What was next on the schedule? After gelato, we walked to the Castelvecchio & Museum. It was old and beautiful. So much history right there.
In 1957, Carlo Scarpa, who’s a famous modern Italian architect, began renovating the castle. This in effect created the museum. Throughout the museum, there are rooms with paintings and sculpture. There are also rooms full of weapons that were used back during the era when the castle guarded Verona.
When he was doing the renovations, Scarpa put a modern spin right on top of the ancient. He was making the castle usable again and also put his modern style on top of the old. He intentionally made details stand out so you’d notice the contrast between the old and the new.
After touring the Castelvecchio, we noticed it was around five o’clock, so we decided to head back to Venice. We got back to Venice around six o’clock.
Where does Verona rank on your list of the cities you visited?

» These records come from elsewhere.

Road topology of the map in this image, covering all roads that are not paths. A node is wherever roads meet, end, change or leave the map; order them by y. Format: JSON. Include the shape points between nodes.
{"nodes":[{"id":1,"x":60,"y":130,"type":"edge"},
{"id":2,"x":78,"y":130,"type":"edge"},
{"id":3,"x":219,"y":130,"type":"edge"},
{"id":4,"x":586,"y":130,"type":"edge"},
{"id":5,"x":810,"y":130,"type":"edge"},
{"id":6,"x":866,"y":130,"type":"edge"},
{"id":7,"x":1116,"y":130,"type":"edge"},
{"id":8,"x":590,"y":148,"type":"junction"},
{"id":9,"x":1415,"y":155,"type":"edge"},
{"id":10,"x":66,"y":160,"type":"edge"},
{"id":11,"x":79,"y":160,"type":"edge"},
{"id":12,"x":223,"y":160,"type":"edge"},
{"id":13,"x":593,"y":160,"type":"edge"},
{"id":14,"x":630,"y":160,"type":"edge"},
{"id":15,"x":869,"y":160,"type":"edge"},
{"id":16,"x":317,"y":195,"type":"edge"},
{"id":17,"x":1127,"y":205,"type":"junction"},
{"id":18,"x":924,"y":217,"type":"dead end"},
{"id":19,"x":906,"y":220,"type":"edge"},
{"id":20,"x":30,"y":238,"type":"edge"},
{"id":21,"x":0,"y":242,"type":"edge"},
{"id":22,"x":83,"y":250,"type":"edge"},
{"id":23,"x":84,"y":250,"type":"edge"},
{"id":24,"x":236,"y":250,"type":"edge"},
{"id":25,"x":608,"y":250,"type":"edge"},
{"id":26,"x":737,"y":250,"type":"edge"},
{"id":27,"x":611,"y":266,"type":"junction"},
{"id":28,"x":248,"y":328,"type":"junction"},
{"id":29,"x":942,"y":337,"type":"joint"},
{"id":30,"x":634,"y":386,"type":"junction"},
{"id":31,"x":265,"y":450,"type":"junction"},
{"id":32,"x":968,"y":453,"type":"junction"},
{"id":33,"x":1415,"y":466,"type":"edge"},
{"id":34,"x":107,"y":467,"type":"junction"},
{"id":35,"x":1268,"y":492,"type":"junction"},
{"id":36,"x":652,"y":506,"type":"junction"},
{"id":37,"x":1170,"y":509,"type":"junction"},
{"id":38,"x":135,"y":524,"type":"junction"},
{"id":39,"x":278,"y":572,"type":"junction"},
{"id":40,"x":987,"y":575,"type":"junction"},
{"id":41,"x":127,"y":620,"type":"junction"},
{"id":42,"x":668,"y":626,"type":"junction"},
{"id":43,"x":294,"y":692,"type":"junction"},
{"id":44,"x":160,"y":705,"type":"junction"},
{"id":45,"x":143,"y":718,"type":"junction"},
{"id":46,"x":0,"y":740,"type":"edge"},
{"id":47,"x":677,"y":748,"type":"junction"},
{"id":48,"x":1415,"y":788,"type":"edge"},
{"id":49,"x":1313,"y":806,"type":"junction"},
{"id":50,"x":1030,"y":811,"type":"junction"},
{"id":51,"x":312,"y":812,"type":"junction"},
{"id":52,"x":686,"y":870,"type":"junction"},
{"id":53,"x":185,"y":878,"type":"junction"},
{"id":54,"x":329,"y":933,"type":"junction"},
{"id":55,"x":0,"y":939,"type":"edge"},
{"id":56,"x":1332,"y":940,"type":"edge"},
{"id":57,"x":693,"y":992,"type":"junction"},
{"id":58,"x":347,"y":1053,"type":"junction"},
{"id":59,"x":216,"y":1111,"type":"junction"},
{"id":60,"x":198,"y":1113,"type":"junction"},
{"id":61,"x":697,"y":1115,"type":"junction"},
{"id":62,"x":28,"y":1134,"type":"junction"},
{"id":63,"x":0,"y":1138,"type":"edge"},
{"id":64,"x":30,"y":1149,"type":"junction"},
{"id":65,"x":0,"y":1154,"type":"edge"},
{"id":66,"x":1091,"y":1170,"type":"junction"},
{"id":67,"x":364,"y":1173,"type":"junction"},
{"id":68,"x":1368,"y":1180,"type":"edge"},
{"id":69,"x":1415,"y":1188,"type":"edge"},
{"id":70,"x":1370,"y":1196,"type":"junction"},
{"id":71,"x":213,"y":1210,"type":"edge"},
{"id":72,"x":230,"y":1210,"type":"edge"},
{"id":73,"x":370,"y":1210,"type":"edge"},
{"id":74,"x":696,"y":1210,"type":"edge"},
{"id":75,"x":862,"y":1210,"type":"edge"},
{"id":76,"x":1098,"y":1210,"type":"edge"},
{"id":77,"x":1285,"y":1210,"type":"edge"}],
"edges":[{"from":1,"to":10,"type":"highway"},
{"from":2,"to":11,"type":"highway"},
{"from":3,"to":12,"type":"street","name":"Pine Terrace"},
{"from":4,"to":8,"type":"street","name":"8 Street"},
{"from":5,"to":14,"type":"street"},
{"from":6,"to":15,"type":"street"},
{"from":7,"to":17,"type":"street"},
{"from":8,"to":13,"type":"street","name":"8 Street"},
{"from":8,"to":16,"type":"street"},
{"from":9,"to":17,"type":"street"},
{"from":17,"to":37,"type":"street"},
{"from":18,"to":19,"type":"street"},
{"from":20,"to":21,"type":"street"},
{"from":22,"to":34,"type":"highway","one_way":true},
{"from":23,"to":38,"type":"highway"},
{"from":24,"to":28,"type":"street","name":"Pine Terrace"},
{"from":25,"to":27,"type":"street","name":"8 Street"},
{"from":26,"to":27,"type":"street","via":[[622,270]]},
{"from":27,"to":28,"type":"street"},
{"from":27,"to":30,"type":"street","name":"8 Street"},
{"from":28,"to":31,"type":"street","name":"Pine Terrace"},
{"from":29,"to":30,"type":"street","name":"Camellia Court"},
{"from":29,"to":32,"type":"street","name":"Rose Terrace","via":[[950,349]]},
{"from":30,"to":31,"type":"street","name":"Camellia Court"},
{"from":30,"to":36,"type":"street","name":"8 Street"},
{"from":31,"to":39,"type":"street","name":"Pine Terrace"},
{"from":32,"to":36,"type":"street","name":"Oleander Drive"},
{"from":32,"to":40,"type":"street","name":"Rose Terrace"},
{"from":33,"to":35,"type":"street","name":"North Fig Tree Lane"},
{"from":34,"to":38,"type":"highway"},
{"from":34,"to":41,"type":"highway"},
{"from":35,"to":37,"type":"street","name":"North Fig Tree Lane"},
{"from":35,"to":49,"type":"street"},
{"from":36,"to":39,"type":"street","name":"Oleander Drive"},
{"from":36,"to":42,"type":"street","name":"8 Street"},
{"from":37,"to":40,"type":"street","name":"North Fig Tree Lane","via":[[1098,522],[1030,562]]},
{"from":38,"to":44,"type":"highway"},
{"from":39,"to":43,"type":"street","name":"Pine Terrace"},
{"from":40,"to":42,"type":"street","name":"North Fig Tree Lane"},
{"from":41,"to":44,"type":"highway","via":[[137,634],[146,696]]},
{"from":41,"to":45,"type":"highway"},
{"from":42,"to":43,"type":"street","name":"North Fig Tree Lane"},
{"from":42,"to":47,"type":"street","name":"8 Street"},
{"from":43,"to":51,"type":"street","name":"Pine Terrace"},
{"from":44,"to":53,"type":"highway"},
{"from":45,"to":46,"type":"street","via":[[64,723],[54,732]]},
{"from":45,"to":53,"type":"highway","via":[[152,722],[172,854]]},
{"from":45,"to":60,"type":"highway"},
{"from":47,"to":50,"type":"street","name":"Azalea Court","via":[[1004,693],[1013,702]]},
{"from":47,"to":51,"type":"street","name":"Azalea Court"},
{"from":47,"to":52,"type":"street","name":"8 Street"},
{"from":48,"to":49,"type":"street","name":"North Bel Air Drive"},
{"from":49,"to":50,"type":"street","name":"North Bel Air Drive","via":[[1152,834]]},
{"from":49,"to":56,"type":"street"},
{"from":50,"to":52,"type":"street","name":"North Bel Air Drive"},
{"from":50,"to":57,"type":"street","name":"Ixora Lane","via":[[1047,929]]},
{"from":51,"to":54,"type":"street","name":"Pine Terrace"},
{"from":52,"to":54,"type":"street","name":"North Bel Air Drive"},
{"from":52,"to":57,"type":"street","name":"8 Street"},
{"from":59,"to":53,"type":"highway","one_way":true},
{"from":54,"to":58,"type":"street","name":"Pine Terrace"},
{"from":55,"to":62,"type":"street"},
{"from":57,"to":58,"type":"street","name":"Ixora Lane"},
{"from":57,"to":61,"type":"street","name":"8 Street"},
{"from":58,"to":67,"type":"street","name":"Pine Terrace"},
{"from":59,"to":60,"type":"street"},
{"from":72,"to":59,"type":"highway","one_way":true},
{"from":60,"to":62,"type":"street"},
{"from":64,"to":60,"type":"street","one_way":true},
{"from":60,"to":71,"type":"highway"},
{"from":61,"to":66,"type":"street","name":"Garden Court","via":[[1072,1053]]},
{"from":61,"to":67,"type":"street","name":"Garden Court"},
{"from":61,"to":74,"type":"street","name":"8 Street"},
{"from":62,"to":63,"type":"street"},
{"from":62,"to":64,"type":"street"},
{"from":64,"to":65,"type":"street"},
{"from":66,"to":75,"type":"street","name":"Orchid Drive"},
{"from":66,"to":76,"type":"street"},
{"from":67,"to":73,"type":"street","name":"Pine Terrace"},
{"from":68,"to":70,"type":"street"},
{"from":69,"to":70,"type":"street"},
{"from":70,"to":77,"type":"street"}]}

Well, no doubt, I think it’s the most vibrant. It was the most surprisingly charming. Before we went to Verona, I didn’t know what to expect, but I didn’t expect it to be so packed with activity and with so many things to see. There were so many sights… and maybe the weather spoiled me a little, but it is probably the one city I would go back to first and spend more time in.
I make no apologies. As a writer and parent, I feel perfectly entitled to take full advantage of my daughter’s experiences in Italy by wringing every possible story idea from it! Yes, our family did visit her in Venice for a week, and while we saw so much in that time, we envied the luxury of time her three-month internship allowed.